··· DATA SHOWN ···
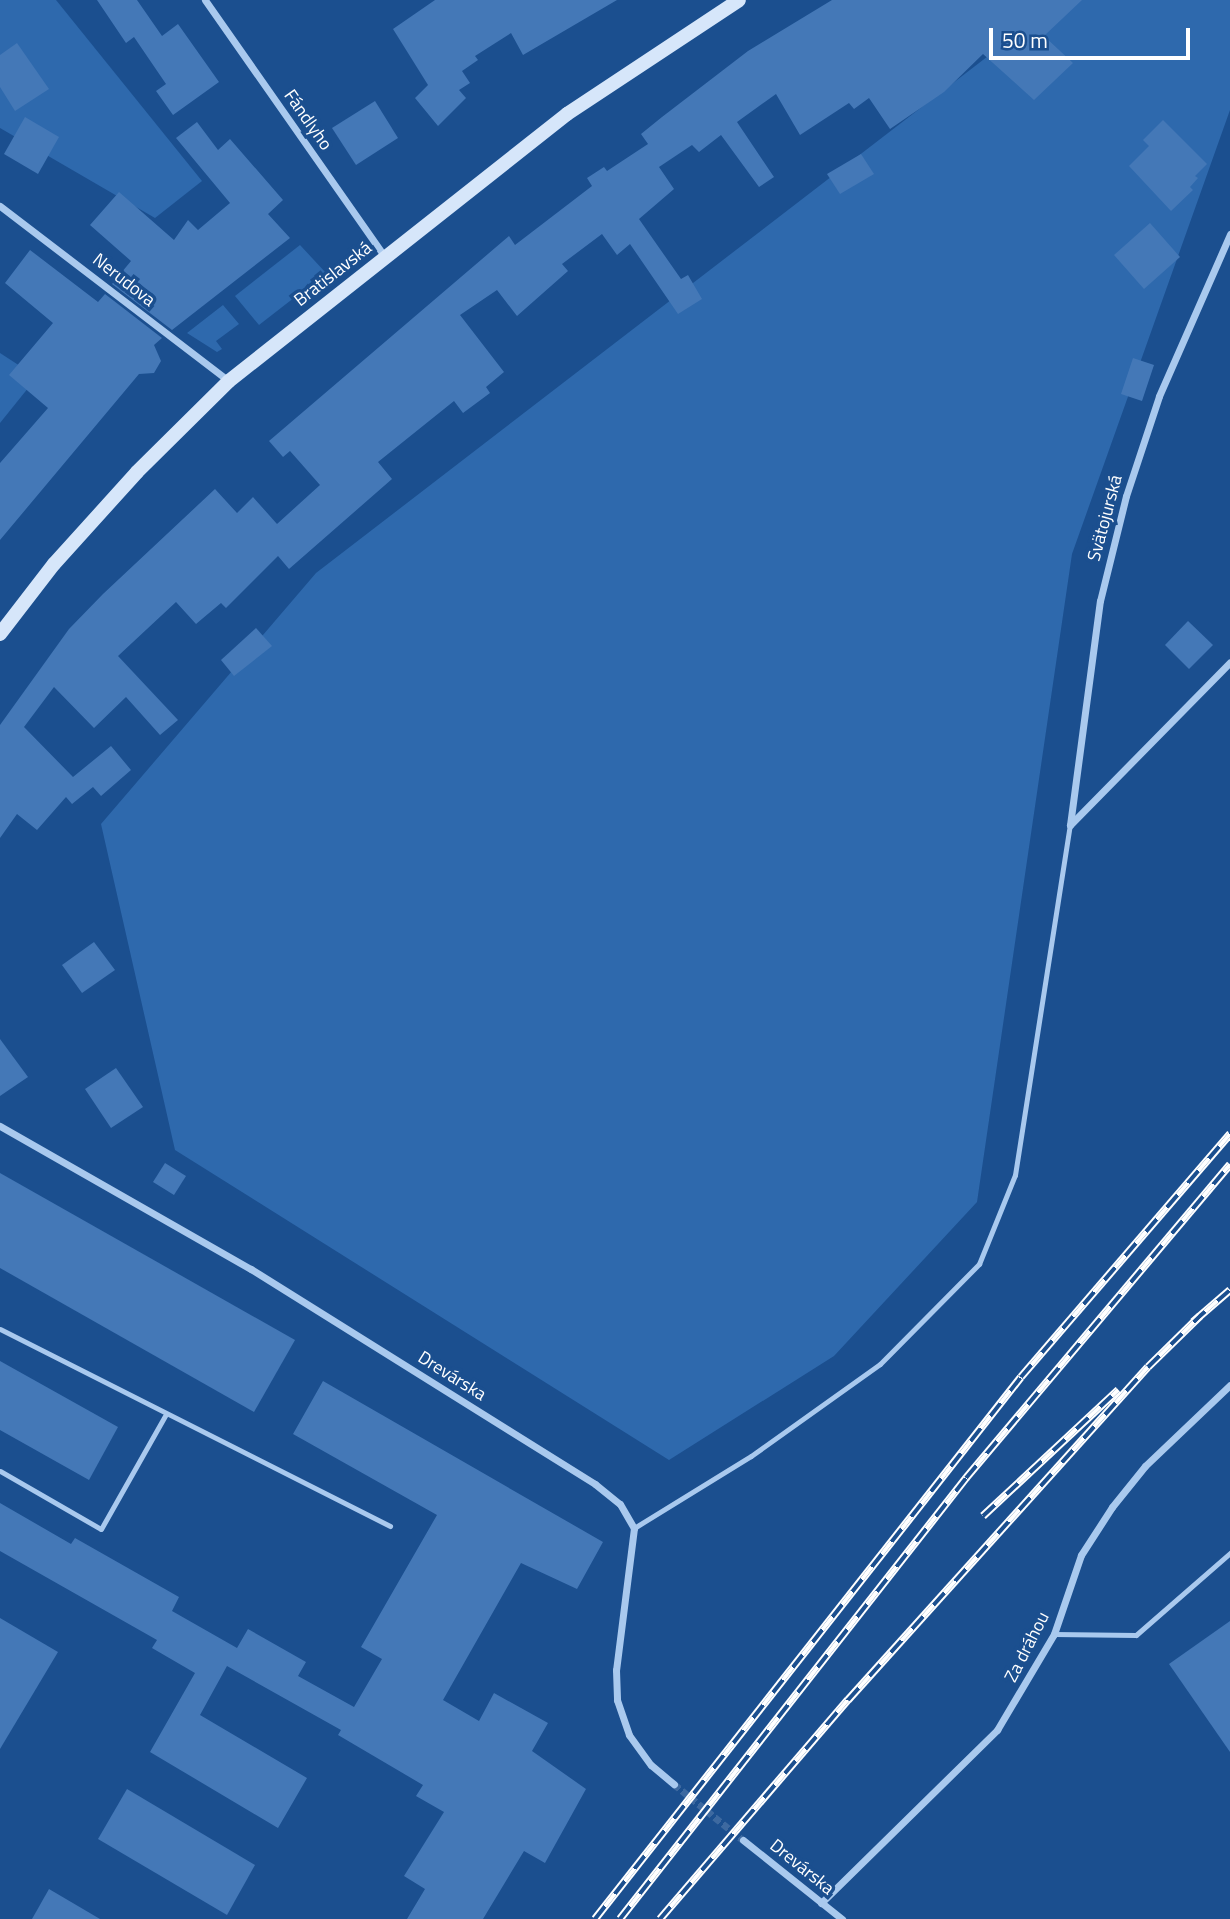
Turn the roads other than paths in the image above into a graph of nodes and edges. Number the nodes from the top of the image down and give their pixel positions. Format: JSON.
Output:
···
··· DATA SHOWN ···
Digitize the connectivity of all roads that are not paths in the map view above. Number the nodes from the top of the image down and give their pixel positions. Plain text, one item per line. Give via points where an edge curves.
···
EXERCISE OBJECTIVE
Copy out each line of the data that includes the string "roads".

ANSWER SECTION
Turn the roads other than paths in the image above into a graph of nodes and edges. Number the nodes from the top of the image down and give their pixel positions. Format: JSON.
Digitize the connectivity of all roads that are not paths in the map view above. Number the nodes from the top of the image down and give their pixel positions. Plain text, one item per line. Give via points where an edge curves.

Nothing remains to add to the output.